▶ [Problem details]:
Search the records for "Dzelmes". Copy every line where it appears.

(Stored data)
════

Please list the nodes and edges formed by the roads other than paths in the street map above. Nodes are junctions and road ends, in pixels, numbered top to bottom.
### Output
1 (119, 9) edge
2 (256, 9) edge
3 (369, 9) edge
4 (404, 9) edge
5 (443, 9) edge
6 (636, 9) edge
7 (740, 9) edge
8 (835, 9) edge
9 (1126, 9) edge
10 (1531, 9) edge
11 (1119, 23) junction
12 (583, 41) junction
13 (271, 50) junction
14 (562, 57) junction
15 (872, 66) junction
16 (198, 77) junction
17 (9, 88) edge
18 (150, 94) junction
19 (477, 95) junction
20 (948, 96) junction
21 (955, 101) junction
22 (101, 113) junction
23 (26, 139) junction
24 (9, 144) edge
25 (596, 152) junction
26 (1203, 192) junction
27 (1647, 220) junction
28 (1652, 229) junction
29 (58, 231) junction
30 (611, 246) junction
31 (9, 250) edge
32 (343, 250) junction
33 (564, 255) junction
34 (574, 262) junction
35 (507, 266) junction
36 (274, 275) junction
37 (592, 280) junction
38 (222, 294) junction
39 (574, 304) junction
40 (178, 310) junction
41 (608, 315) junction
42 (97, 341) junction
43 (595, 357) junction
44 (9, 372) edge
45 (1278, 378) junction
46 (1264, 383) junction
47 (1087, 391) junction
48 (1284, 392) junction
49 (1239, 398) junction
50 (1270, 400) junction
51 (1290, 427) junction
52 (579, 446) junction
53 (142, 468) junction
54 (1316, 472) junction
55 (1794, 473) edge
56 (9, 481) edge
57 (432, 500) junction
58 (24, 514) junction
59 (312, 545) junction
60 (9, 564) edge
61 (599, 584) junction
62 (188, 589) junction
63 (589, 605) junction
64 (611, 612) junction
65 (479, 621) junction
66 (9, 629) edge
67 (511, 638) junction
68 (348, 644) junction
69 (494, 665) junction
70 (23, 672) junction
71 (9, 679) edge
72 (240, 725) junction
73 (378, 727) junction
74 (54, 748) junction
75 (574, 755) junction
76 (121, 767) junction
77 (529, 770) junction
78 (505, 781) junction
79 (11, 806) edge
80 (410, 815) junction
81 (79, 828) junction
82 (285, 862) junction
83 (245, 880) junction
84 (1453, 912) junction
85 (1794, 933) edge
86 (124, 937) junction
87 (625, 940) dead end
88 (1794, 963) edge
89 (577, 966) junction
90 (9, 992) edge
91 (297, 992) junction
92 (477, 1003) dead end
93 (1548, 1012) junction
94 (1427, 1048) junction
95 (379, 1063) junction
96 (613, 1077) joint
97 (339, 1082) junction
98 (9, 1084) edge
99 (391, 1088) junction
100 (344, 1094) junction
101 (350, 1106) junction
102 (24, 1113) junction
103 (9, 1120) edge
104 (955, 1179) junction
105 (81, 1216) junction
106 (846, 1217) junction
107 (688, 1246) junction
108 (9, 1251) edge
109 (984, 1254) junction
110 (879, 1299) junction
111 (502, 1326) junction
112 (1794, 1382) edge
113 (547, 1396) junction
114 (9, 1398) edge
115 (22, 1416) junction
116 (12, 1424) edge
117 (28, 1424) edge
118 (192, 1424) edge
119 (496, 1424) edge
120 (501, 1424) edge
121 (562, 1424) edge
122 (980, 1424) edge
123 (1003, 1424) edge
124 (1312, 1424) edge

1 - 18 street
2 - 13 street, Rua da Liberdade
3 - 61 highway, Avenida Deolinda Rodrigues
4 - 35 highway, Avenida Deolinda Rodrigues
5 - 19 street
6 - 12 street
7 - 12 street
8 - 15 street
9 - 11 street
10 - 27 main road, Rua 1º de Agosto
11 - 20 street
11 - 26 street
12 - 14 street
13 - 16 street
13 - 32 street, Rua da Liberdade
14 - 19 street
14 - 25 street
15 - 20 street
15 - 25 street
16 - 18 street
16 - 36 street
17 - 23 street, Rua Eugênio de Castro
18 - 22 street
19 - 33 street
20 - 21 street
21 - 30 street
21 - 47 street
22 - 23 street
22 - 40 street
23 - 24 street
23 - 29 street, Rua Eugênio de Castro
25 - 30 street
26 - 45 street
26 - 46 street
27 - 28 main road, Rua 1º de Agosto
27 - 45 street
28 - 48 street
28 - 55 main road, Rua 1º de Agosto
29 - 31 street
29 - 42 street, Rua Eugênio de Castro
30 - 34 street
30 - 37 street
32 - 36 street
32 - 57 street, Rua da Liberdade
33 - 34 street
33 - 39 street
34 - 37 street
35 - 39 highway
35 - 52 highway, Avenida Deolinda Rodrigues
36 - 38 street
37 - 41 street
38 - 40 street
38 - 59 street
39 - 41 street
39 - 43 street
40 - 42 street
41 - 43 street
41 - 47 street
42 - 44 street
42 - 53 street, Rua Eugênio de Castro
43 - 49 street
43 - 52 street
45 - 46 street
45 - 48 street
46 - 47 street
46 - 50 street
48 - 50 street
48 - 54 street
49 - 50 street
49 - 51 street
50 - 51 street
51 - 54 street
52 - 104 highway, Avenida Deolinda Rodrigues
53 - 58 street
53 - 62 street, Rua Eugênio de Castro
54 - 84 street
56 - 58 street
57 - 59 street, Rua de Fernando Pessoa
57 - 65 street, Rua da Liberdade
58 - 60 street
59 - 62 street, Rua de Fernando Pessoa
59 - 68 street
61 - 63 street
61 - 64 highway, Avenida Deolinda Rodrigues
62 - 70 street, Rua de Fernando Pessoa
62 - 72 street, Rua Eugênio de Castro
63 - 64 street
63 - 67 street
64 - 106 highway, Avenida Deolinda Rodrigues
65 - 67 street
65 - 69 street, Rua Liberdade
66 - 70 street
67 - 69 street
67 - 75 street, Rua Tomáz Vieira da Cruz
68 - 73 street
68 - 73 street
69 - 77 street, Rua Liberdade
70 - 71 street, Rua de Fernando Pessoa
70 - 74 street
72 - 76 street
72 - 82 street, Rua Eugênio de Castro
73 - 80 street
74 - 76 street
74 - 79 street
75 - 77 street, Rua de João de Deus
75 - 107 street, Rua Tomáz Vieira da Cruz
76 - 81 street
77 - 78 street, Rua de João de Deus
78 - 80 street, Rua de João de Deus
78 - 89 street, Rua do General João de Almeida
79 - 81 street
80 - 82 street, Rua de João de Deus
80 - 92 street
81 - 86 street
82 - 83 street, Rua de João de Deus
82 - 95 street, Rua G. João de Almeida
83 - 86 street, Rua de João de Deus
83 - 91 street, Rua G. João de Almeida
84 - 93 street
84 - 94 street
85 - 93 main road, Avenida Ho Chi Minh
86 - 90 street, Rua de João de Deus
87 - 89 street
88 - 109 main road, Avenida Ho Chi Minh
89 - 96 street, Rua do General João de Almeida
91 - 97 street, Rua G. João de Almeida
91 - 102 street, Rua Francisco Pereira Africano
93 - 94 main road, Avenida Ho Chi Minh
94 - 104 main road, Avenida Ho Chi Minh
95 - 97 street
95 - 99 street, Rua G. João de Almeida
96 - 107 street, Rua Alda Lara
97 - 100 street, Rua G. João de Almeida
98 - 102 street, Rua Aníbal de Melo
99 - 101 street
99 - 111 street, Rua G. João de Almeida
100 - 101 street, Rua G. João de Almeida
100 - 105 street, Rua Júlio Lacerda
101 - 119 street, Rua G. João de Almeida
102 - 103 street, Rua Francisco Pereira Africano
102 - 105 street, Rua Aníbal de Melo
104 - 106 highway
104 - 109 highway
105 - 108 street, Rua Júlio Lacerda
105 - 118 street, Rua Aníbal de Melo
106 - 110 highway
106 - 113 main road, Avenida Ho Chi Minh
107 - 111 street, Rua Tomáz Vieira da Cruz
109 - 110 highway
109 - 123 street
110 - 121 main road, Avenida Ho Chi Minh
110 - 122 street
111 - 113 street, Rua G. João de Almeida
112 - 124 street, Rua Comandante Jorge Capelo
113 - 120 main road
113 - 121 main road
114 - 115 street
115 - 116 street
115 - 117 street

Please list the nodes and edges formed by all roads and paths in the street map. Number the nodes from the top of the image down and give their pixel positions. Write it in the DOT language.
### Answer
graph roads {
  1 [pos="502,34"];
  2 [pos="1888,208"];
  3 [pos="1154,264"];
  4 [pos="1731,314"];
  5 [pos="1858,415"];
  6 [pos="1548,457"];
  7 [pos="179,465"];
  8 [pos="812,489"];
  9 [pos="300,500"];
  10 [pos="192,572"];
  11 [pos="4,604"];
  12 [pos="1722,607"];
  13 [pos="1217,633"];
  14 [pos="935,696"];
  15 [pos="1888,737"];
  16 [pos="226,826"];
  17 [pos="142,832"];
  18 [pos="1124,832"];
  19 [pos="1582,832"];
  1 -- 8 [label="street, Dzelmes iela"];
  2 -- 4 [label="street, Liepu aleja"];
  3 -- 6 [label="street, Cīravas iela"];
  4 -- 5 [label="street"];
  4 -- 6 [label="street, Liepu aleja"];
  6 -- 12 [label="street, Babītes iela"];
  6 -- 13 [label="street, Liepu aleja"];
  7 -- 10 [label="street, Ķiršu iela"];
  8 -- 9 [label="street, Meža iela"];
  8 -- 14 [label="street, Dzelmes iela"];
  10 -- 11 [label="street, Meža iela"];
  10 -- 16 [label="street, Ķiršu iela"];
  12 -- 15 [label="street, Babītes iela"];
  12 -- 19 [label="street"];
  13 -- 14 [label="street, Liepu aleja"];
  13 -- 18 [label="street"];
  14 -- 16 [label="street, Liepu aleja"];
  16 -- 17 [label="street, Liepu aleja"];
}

════

▶ [Solution to the exercise]:
  1 -- 8 [label="street, Dzelmes iela"];
  8 -- 14 [label="street, Dzelmes iela"];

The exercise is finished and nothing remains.